Hace tiempo que la Economía sabe que su conocimiento no es de rango superior a la Astrología: ambas se sirven de una jerigonza incomprensible para hablar de fenómenos vulgares para que los legos sigan el discurso pero sin entender ni jota de lo que dicen; ambas explican con detalle el pasado haciendo una magnífica descripción del presente; ambas son incapaces de acertar lo que va a suceder el Lunes cuando abra Wall Street en un porcentaje mayor que lo haría un borracho en un casino; por lo que las dos le salen muy caras a la sociedad además de peligrosas por hacernos creer que son capaces de pronunciarse con ciencia y rigor sobre el futuro, haciéndonos tomar decisiones equivocadas, cuando menos negligentes o arriesgadas.
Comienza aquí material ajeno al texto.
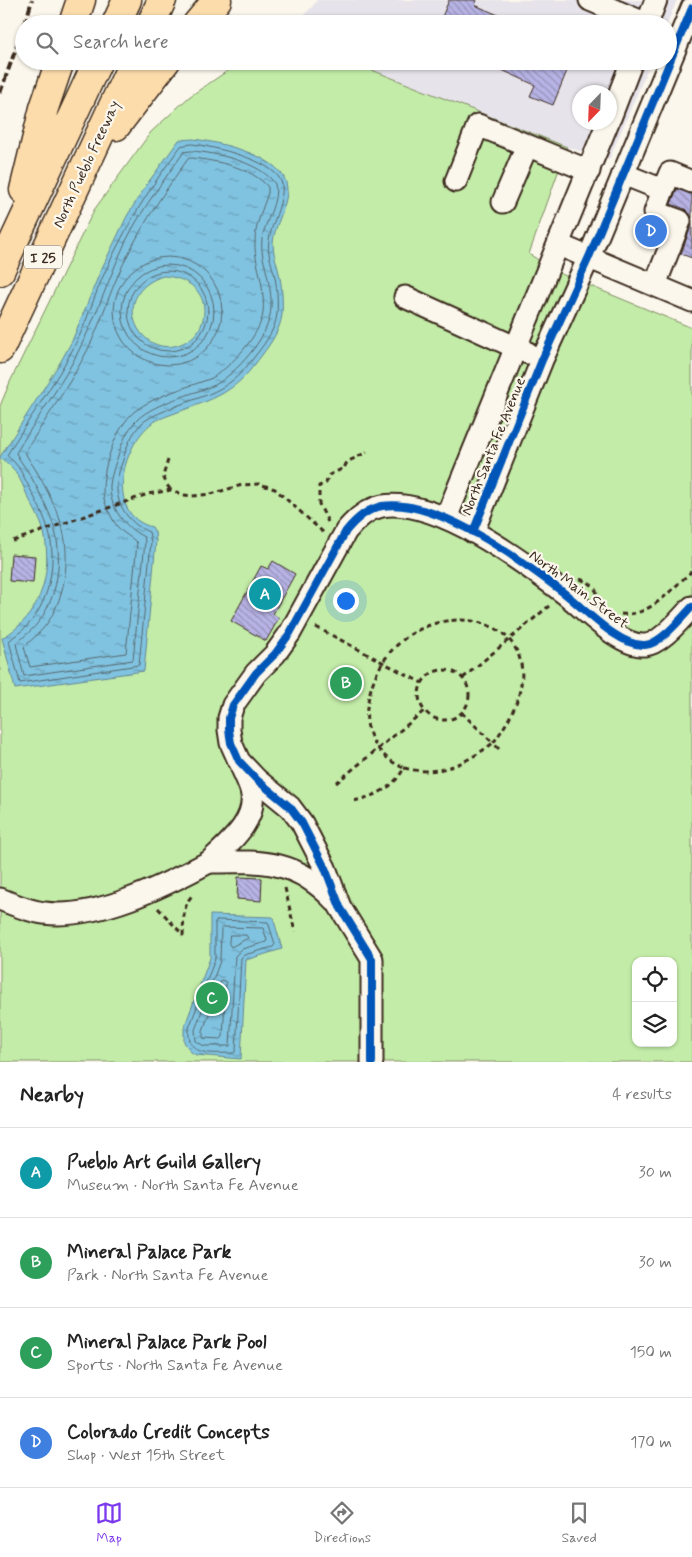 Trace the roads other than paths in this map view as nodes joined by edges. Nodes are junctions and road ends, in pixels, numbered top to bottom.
1 (81, 0) edge
2 (127, 0) edge
3 (162, 0) edge
4 (217, 0) edge
5 (590, 0) edge
6 (656, 0) edge
7 (692, 8) edge
8 (76, 15) edge
9 (120, 15) edge
10 (155, 15) edge
11 (204, 15) edge
12 (626, 15) edge
13 (650, 15) edge
14 (677, 44) edge
15 (57, 70) edge
16 (94, 70) edge
17 (130, 70) edge
18 (159, 70) edge
19 (629, 70) edge
20 (666, 70) edge
21 (617, 100) edge
22 (605, 130) edge
23 (527, 146) junction
24 (86, 164) junction
25 (589, 171) junction
26 (623, 174) junction
27 (456, 181) dead end
28 (692, 182) edge
29 (663, 190) junction
30 (503, 202) dead end
31 (11, 245) junction
32 (559, 245) junction
33 (588, 257) junction
34 (0, 271) edge
35 (655, 285) junction
36 (406, 297) dead end
37 (692, 301) edge
38 (517, 348) junction
39 (0, 349) edge
40 (542, 360) junction
41 (446, 518) junction
42 (473, 532) junction
43 (692, 607) edge
44 (239, 761) junction
45 (209, 862) junction
46 (0, 899) edge
47 (340, 907) junction
48 (372, 1062) edge

1 - 8 highway
2 - 9 highway
3 - 10 highway
4 - 11 highway
5 - 12 street
6 - 13 street
7 - 14 street, North Santa Fe Avenue
15 - 31 highway
16 - 31 highway, I 25
17 - 24 highway, North Pueblo Freeway / I 25
18 - 24 highway
19 - 21 street
20 - 26 street, North Santa Fe Avenue
22 - 25 street, North Santa Fe Avenue
23 - 25 street
23 - 27 street
23 - 30 street
24 - 39 highway, North Pueblo Freeway / I 25
25 - 32 street, North Santa Fe Avenue
26 - 29 street
26 - 33 street, North Santa Fe Avenue
28 - 29 street
29 - 35 street
31 - 34 highway, I 25
32 - 33 street
32 - 38 street, North Santa Fe Avenue
33 - 35 street
33 - 40 street, North Santa Fe Avenue
35 - 37 street
36 - 38 street
38 - 40 street
38 - 41 street, North Santa Fe Avenue
40 - 42 street, North Santa Fe Avenue
41 - 42 street, North Santa Fe Avenue
41 - 44 street, North Santa Fe Avenue
42 - 43 street, North Main Street
44 - 45 street, North Santa Fe Avenue
44 - 47 street, North Santa Fe Avenue
45 - 46 street
45 - 47 street, North Santa Fe Avenue
47 - 48 street, North Santa Fe Avenue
Esta barruntada naturaleza hizo que los economistas aprovechando el trescientos aniversario del Banco Central de Suecia, presionaran a la Academia que otorga el Nobel, para que su materia – que nadie niega merezca ser digna de estudio – recibiera en adelante tan prestigioso galardón no previsto para ella por su fundador, cuando ni la Matemática o la Filosofía gozan de tal honor. ¿Por qué? ¿Por qué era preciso la instauración de un Premio Nobel en Economía? Muy sencillo: cuando aconteció el engaño en 1968, no eran pocos los que empezaban a sospechar de la presencia de la Economía en las facultades universitarias como disciplina separada, dignidad que en principio le estaba reservado a los saberes que a lo largo de la historia habían demostrado alguna utilidad práctica a la Humanidad, como la medicina, el derecho, etc. La Economía apenas alcanzaba el nivel de la denostada Meteorología y nadie daba un duro por ella como ciencia. Desde entonces, por arte de Birlibirloque, la Economía se hizo dueña de todo, sin demostrar ni dar prueba de nada.
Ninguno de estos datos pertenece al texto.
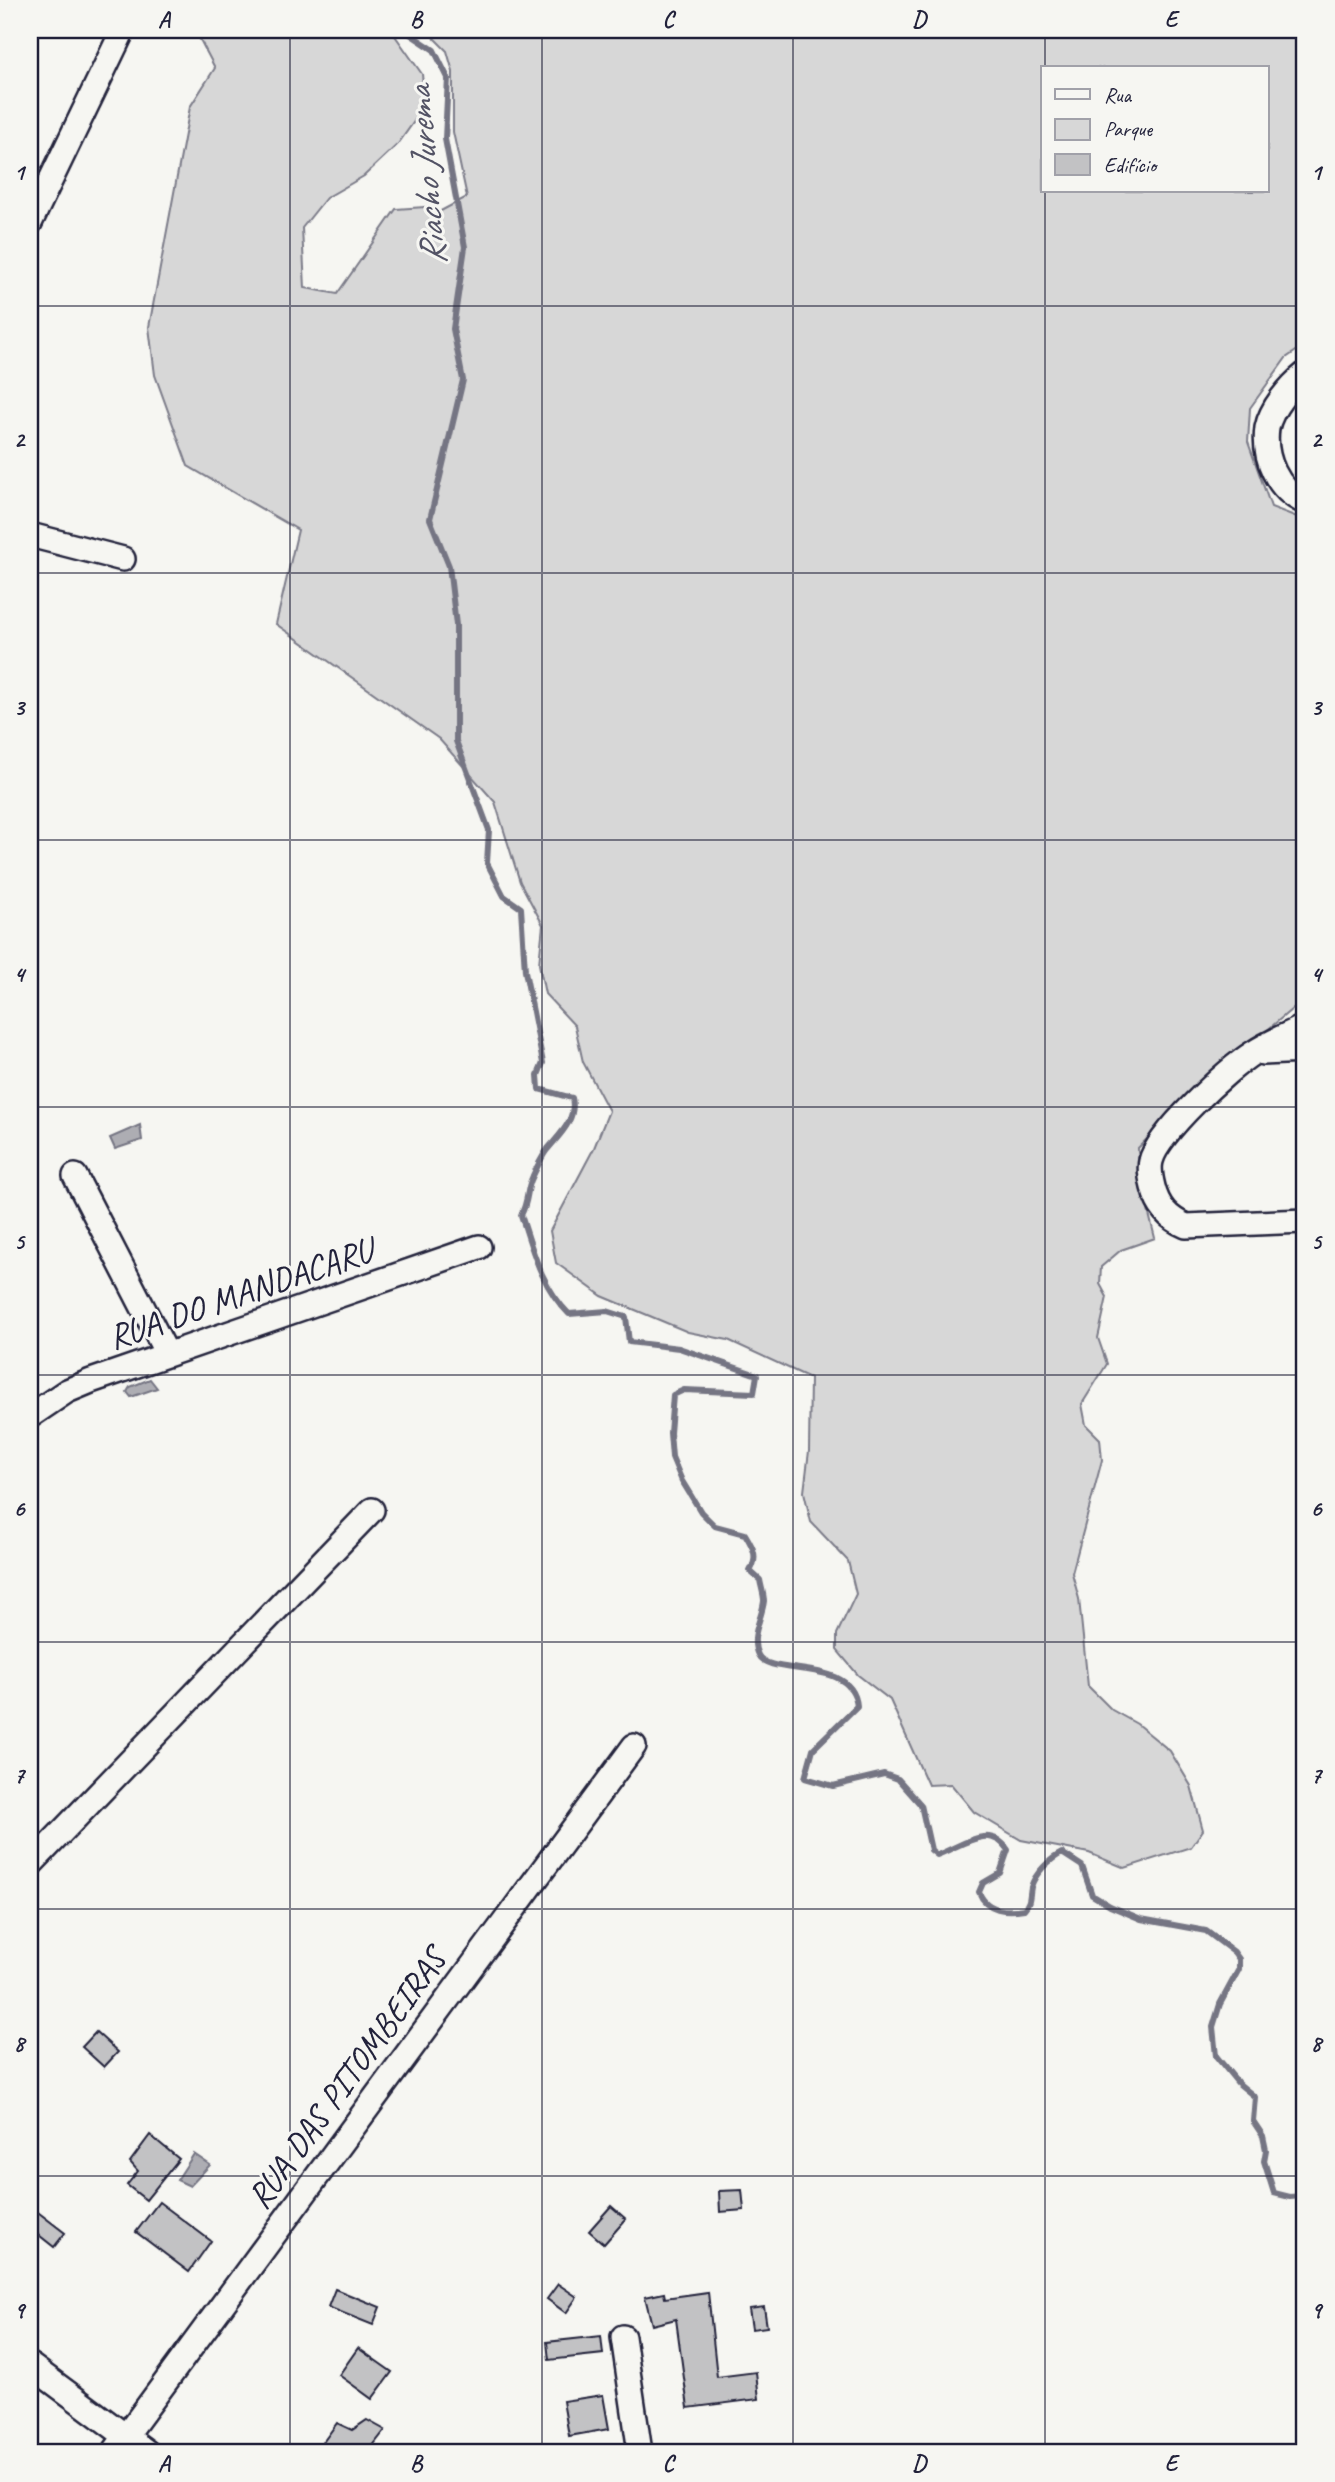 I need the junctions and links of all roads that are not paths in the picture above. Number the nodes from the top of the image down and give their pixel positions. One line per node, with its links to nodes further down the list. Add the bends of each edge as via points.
1 (124, 30): 2 (street)
2 (30, 223)
3 (1305, 374): 4 (street, via 1275,408 1267,428 1274,474 1282,486)
4 (1305, 502)
5 (30, 535): 6 (street)
6 (123, 559)
7 (1305, 1026): 9 (street)
8 (1305, 1051): 9 (street)
9 (1252, 1053): 11 (street, via 1185,1112 1160,1141 1151,1160 1155,1195 1171,1219 1186,1226)
10 (75, 1176): 13 (street)
11 (1305, 1221)
12 (479, 1247): 13 (street, RUA DO MANDACARU)
13 (167, 1354): 14 (street, RUA DO MANDACARU, via 67,1391)
14 (30, 1416)
15 (372, 1510): 17 (street)
16 (634, 1746): 20 (street, RUA DAS PITOMBEIRAS)
17 (30, 1866)
18 (623, 2337): 22 (street)
19 (30, 2365): 20 (street)
20 (120, 2445): 21 (street)
21 (147, 2452)
22 (640, 2452)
Al margen de lo ya comentado, recuerdo, que la Economía es incapaz de acertar lo que va a suceder en su terreno de estudio en mayor grado en que lo haría un mono de circo por azar – tanto es así que año tras año en un concurso bursátil, monos de laboratorio compiten con los mejores economistas con resultados nada concluyentes por el momento – tampoco es que expliquen mucho sus relaciones causa-efecto, pues todavía nadie ha probado suficientemente por qué hemos de congelar los sueldos cuando sube la inflación y no por ejemplo, pegarle un tiro al Director de la Reserva Federal, cuando todos sabemos que la inflación depende más de la manivela gubernamental de hacer billetes que de nuestra capacidad de gasto.
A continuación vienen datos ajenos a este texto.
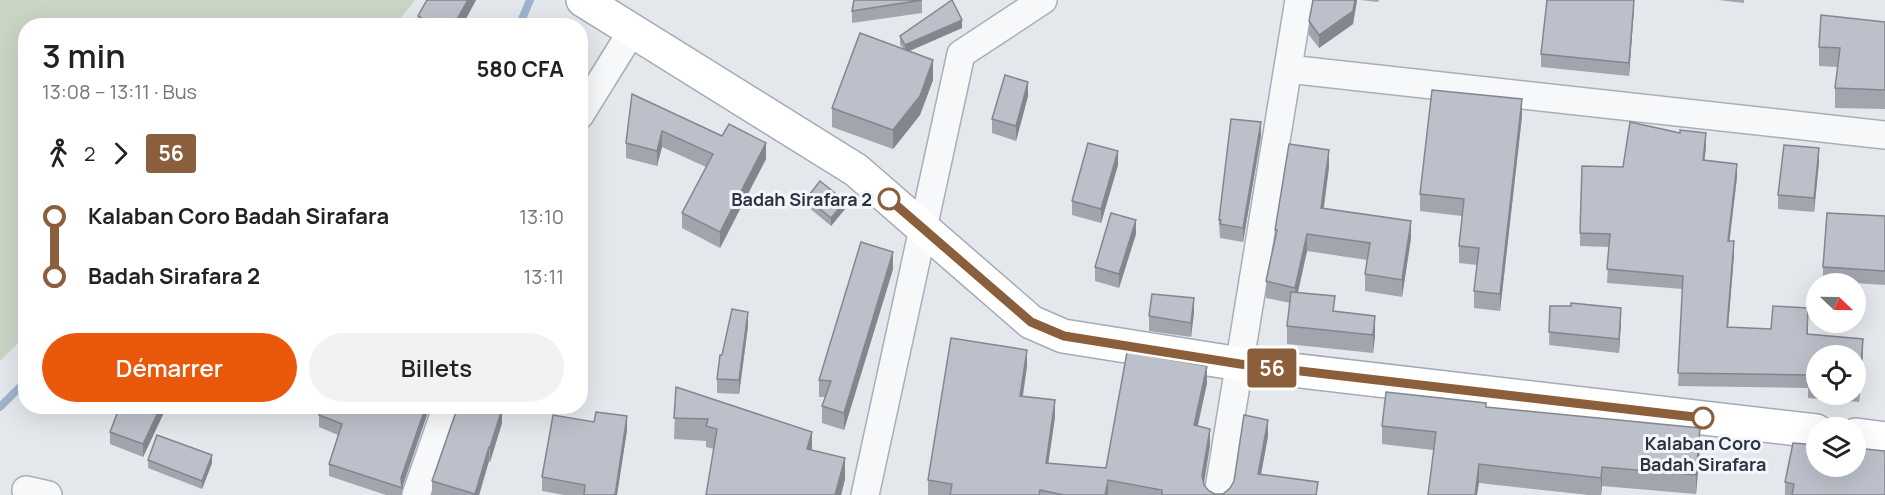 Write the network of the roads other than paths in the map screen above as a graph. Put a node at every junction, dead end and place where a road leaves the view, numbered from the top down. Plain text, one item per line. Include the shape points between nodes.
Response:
1 (1043, 0) edge
2 (1299, 0) edge
3 (589, 4) edge
4 (632, 32) junction
5 (1288, 69) junction
6 (588, 102) edge
7 (1885, 135) edge
8 (923, 228) junction
9 (1240, 364) junction
10 (444, 414) edge
11 (1806, 430) edge
12 (1866, 436) edge
13 (1885, 439) edge
14 (416, 495) edge
15 (865, 495) edge
16 (1218, 495) edge

1 - 8 street via 961,54
2 - 5 street
3 - 4 main road
4 - 6 street
4 - 8 main road via 856,170
5 - 7 street
5 - 9 street
8 - 9 main road via 1031,322 1064,336
8 - 15 street
9 - 11 main road
9 - 16 street
10 - 14 street
12 - 13 main road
Hoy nadie discute los falsos supuestos en los que se basa la Pseudociencia económica; a lo sumo, discuten entre si una u otra doctrina económica o se denuncian sus lógicos y nocivos efectos, estrechamente ligados con la tiranía del mercado. Evidentemente, si la Economía es una ciencia, hemos de dejarla trabajar por su cuenta: que sume y reste como se le antoje, pues participa del rigor y la exactitud de las que gozan las ciencias físicas o matemáticas. El mundo está regido por la Economía de forma determinista y sólo podemos obedecer sus divinos mandamientos anunciados por boca del FMI. Otra actitud sería del todo absurda como quien pone en cuestión las leyes de la Gravedad o de la Termodinámica.
Mientras continuemos contemplando a la economía como una ciencia, podemos esperar de ella de todo: catástrofes naturales por el desarrollo sostenible, desastres sociales por bajar los salarios y potenciar el consumo, guerras por hacerse con los recursos y las cotas de mercado, enfermedades por elevar el volumen de negocio de las farmacéuticas, hambre y miseria de la población para poder competir con Somalia…de todo, menos que nos ayude más de lo que lo haría fijar la vista en la punta de nuestra nariz.